Imagino que, pelo contato com as crianças, tenha lembranças divertidas….

Gravávamos mais na casinha da praia, a do personagem do Nuno (Leal Maia, pai das crianças). E, volta e meia, por causa do tempo ruim, as gravações eram suspensas, e as crianças sugeriam de irmos ao Mc Donald’s. “Mas vocês acabaram de almoçar”, argumentava, no que a Carol Machado rebatia: “E precisa de fome para ir ao Mc Donald’s?’ (risos).

A TV está mais careta hoje?

Tudo está muito diferente hoje. Há essa coisa de os grupos de discussão começarem a opinar mais cedo, quando a novela está há apenas um mês no ar. E o público fica contra um ou outro personagem… O que fizeram com a Fernanda (Montenegro) e com a Nathalia (Timberg, na novela “Babilônia”) foi intolerante. E por causa de um beijo? Não um beijo erótico, mas um beijo de afeto! A novela não é para um nicho, mas para todo mundo.

Uma série como ‘Tamanho Família’, exibida pela hoje extinta Manchete, seria cancelada, não?

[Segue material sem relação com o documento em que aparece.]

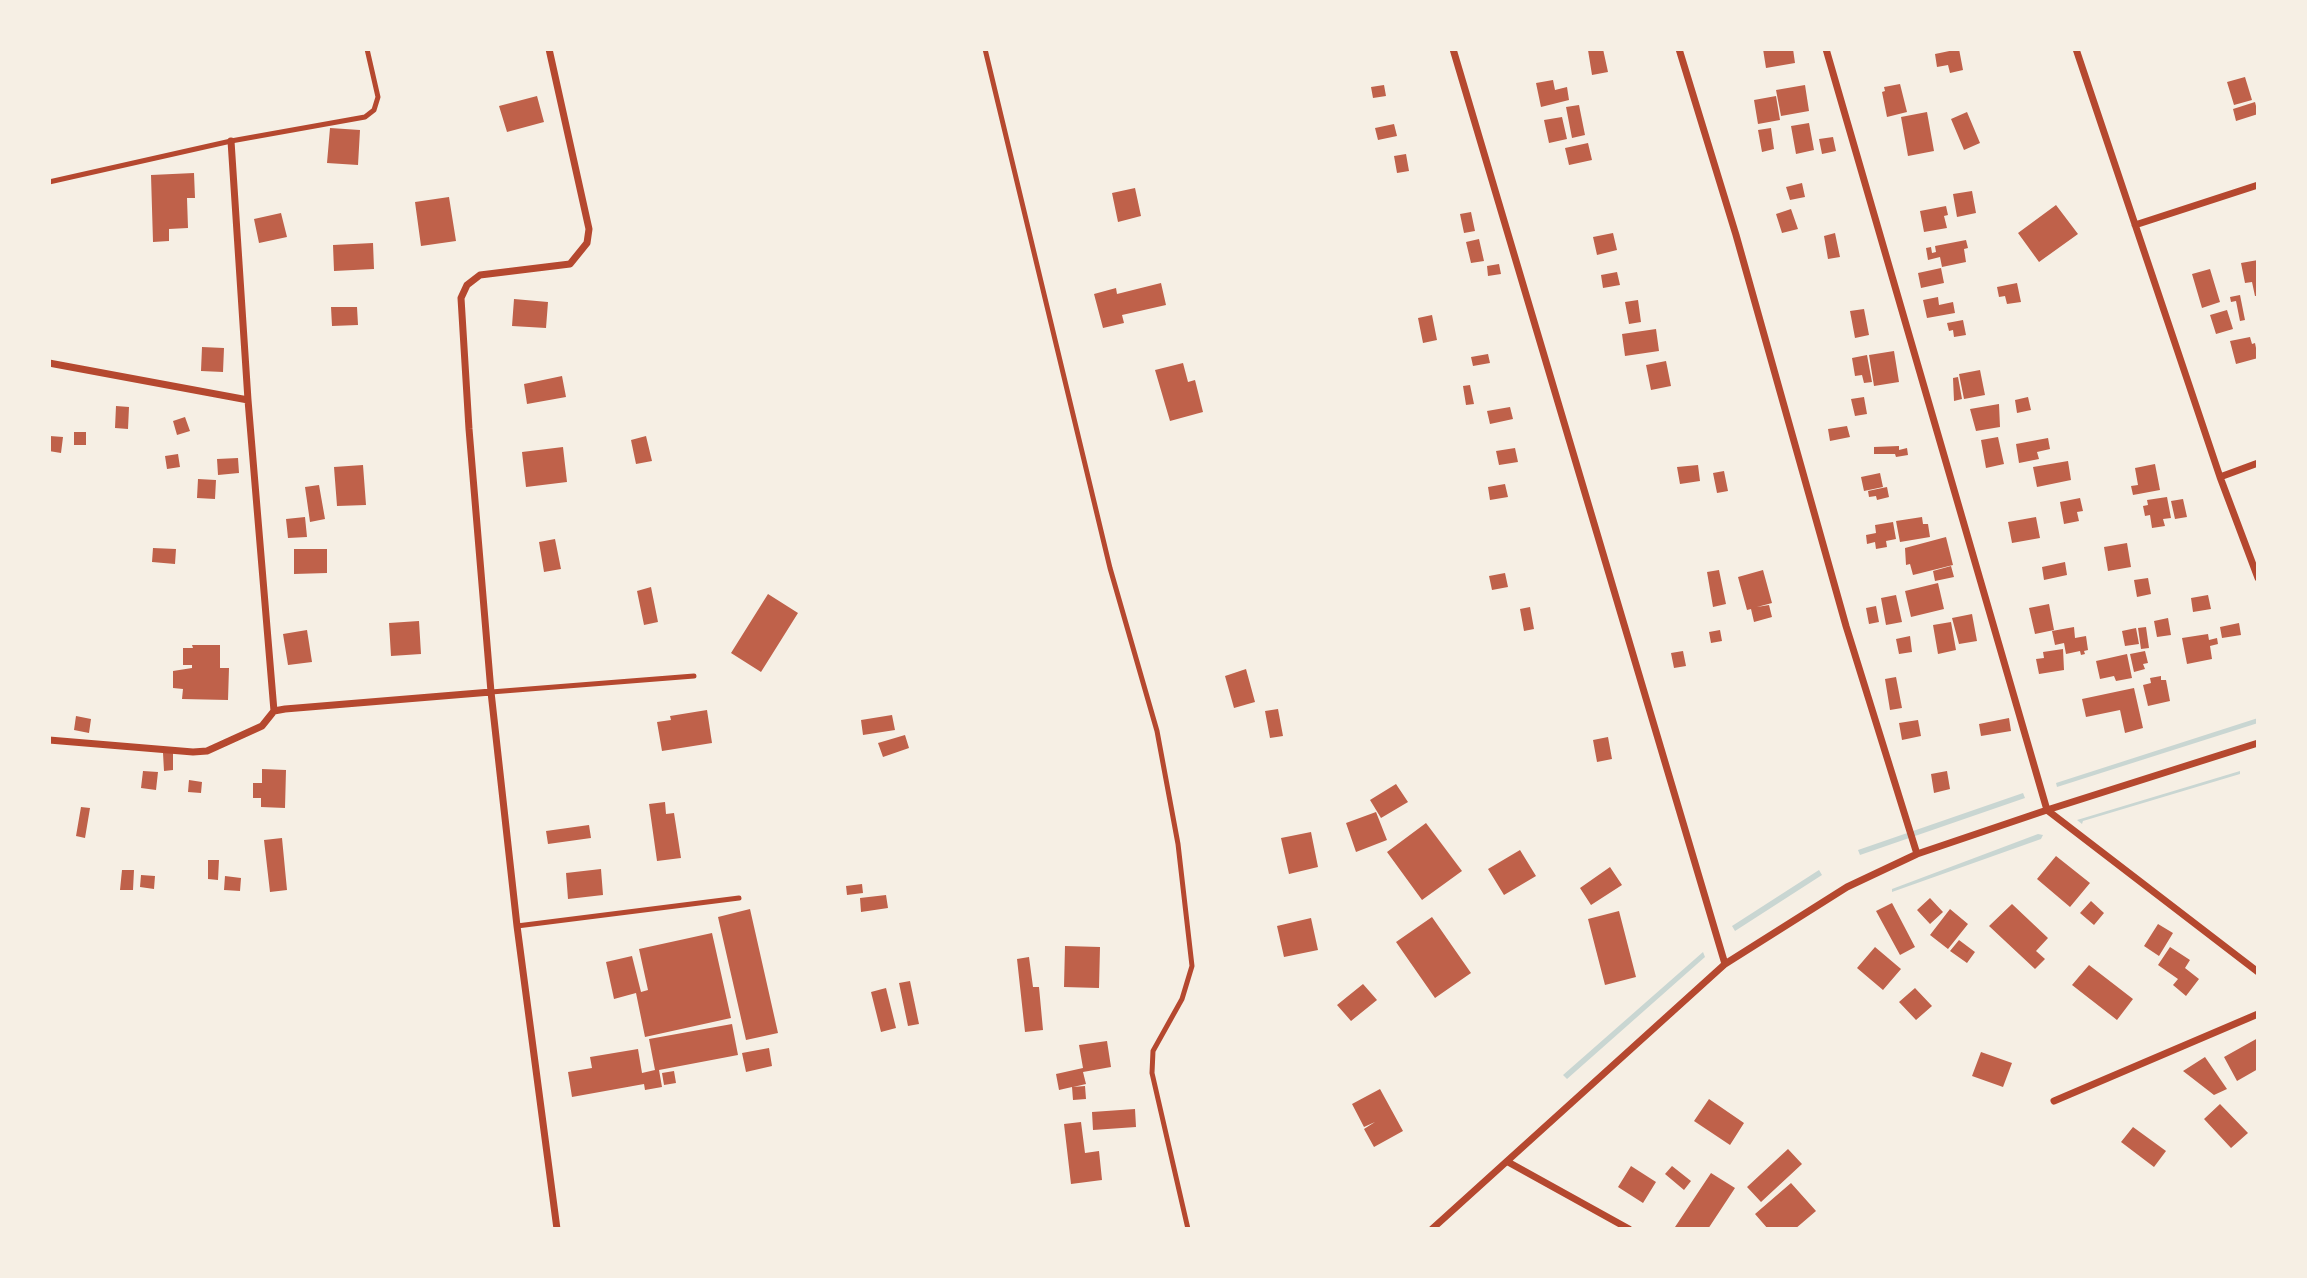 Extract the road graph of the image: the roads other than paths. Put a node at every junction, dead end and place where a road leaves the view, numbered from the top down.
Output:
1 (368, 49) edge
2 (549, 49) edge
3 (985, 49) edge
4 (1452, 49) edge
5 (1679, 49) edge
6 (1826, 49) edge
7 (2076, 49) edge
8 (231, 141) junction
9 (49, 182) edge
10 (2258, 185) edge
11 (2135, 225) junction
12 (49, 363) edge
13 (248, 400) junction
14 (2258, 463) edge
15 (2220, 477) junction
16 (2258, 578) edge
17 (694, 676) dead end
18 (491, 692) junction
19 (274, 712) junction
20 (49, 740) edge
21 (2258, 743) edge
22 (2047, 810) junction
23 (1917, 854) junction
24 (739, 898) dead end
25 (517, 926) junction
26 (1725, 964) junction
27 (2258, 972) edge
28 (2258, 1014) edge
29 (2054, 1101) dead end
30 (1508, 1162) junction
31 (557, 1229) edge
32 (1188, 1229) edge
33 (1432, 1229) edge
34 (1629, 1229) edge

1 - 8 lane
2 - 18 street
3 - 32 lane
4 - 26 street
5 - 23 street
6 - 22 street
7 - 11 street
8 - 9 lane
8 - 13 street
10 - 11 street
11 - 15 street
12 - 13 street
13 - 19 street
14 - 15 street
15 - 16 street
17 - 18 lane
18 - 19 street
18 - 25 street
19 - 20 street
21 - 22 street
22 - 23 street
22 - 27 street
23 - 26 street
24 - 25 lane
25 - 31 street
26 - 30 street
28 - 29 street
30 - 33 street
30 - 34 street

Era tão gostoso de fazer… O elenco tinha Suely Franco, Diogo Vilella E os textos eram do Mauro Rasi e do Vicente Pereira (nomes do que ficou conhecido no teatro como Besteirol). Ensaiávamos pela manhã e gravávamos à tarde. O Ariel Coelho fazia um comerciante vindo de um país chamado Esbórnia (risos). O humor era mais anárquico.

Você foi casada com colegas como Daniel Dantas e Paulo José. Estar entre atores facilita a dinâmica do relacionamento?

Sabe que, depois do Paulo, tive alguns namorados músicos? Não me vejo embarcando numa história com alguém de fora do segmento artístico. Meu tesão vai por aí. De fato, admiro muito os atores. Acho que, de certa forma, conseguimos estar muito presentes na vida cultural e política do país.

E como vê o futuro da TV?

Ainda mais inclusivo do que está, com mais PCDs (Pessoas com Deficiência) e com mais mulheres escrevendo. Assisto a um ou outro capítulo de “Dona de mim” e acho a novela muito boa, bem escrita e com uma proposta muito legal.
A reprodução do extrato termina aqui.